● Work item: Where does the string "Stadtplatz" appear? Copy every line of the entries below that holds it.

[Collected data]
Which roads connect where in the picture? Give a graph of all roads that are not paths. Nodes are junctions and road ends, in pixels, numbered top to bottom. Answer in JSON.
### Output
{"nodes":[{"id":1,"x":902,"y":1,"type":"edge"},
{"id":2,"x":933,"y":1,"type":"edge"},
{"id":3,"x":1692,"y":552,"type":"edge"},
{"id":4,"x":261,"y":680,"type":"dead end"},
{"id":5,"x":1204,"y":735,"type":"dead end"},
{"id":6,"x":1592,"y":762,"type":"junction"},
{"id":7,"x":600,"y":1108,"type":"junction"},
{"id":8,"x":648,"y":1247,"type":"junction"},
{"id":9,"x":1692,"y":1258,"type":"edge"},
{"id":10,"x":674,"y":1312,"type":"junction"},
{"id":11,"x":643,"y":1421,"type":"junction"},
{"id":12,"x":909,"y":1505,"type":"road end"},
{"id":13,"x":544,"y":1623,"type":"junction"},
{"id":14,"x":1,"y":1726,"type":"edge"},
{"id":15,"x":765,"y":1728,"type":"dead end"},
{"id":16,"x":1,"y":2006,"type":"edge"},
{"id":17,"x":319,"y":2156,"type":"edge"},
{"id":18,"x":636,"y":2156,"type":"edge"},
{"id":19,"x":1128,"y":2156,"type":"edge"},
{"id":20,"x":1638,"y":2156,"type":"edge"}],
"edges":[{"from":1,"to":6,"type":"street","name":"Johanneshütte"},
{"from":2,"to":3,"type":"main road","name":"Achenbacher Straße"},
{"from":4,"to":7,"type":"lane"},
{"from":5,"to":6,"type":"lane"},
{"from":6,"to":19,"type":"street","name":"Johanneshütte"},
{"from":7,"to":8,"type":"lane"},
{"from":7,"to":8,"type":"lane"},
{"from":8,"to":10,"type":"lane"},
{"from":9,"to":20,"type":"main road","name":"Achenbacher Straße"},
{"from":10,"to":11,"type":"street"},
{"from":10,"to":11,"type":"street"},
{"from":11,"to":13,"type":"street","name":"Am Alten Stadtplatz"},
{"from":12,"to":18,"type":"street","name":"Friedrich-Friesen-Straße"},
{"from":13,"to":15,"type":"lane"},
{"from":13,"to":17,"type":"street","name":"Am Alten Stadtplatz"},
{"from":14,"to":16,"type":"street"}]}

● Solution below:
{"from":11,"to":13,"type":"street","name":"Am Alten Stadtplatz"},
{"from":13,"to":17,"type":"street","name":"Am Alten Stadtplatz"},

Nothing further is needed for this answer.